_Exercise goal_
Go through the entries and transcribe each one exactly, dropping the pictures.

_The input_
----

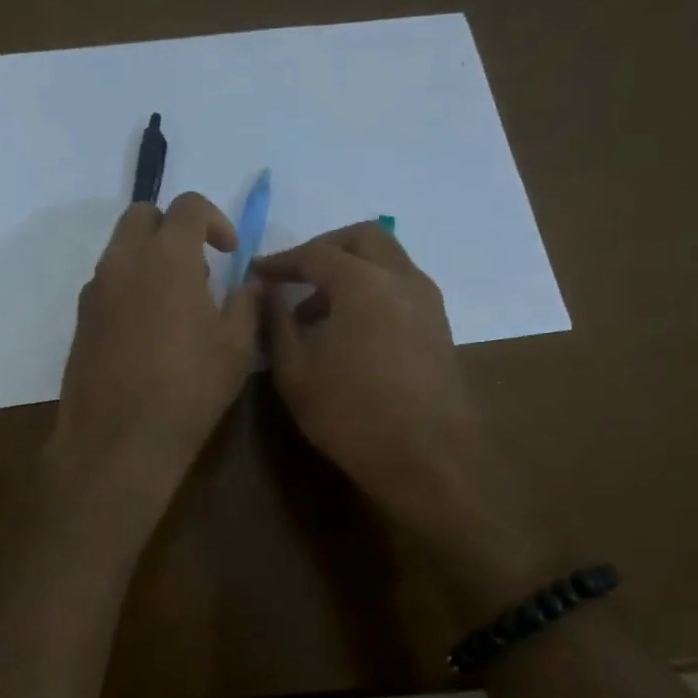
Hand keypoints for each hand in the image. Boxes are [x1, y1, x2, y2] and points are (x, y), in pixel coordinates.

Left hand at [49, 194, 258, 525]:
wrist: (119, 440)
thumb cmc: (188, 390)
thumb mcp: (236, 348)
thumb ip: (246, 304)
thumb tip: (248, 283)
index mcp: (167, 257)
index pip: (188, 206)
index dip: (215, 220)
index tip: (229, 252)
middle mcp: (123, 262)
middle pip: (142, 215)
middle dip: (173, 228)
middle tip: (198, 268)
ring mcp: (95, 291)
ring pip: (121, 249)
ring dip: (150, 257)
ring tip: (176, 304)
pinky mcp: (80, 319)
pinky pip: (107, 283)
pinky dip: (130, 286)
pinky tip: (148, 331)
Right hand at [255, 222, 481, 517]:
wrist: (426, 459)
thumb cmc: (350, 413)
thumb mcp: (294, 370)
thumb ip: (276, 322)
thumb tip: (266, 291)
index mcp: (364, 282)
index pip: (316, 253)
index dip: (282, 261)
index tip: (258, 272)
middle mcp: (402, 279)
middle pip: (364, 238)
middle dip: (325, 248)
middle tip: (296, 275)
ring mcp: (428, 302)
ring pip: (387, 261)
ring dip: (351, 271)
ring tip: (317, 312)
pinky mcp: (439, 327)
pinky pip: (401, 288)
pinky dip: (372, 291)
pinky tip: (350, 331)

----

_The answer_
Hand keypoints for each hand in the image. Boxes are [x1, y1, x2, y2] and points are (x, y), in pixel coordinates.

Left hand at [49, 194, 258, 525]:
wrist: (119, 440)
thumb cmc: (188, 390)
thumb mcp: (236, 348)
thumb ip: (246, 304)
thumb tip: (248, 283)
index mcp: (167, 257)
index pip: (188, 206)
index dip: (215, 220)
index tip: (229, 252)
middle mcp: (123, 262)
middle pip: (142, 215)
middle dip: (173, 228)
middle tip: (198, 268)
ring mcp: (95, 291)
ring pip: (121, 249)
ring dip: (150, 257)
ring tip: (176, 304)
pinky mcp: (80, 319)
pinky pip: (107, 283)
pinky dip: (130, 286)
pinky tip: (148, 331)
Right hand at [255, 222, 481, 517]:
wrist: (426, 459)
thumb cmc: (350, 413)
thumb mcp: (294, 370)
thumb ip: (276, 322)
thumb tip: (266, 291)
index mcp: (364, 282)
index pip: (316, 253)
index dip: (282, 261)
index tip: (258, 272)
middle mcp: (402, 279)
middle pip: (364, 238)
middle dip: (325, 248)
middle tip: (296, 275)
ring mcp: (428, 302)
ring pip: (387, 261)
ring dip: (351, 271)
ring tip: (317, 312)
pinky mcp: (439, 327)
pinky pip: (401, 288)
pinky dip: (372, 291)
pinky tip: (350, 331)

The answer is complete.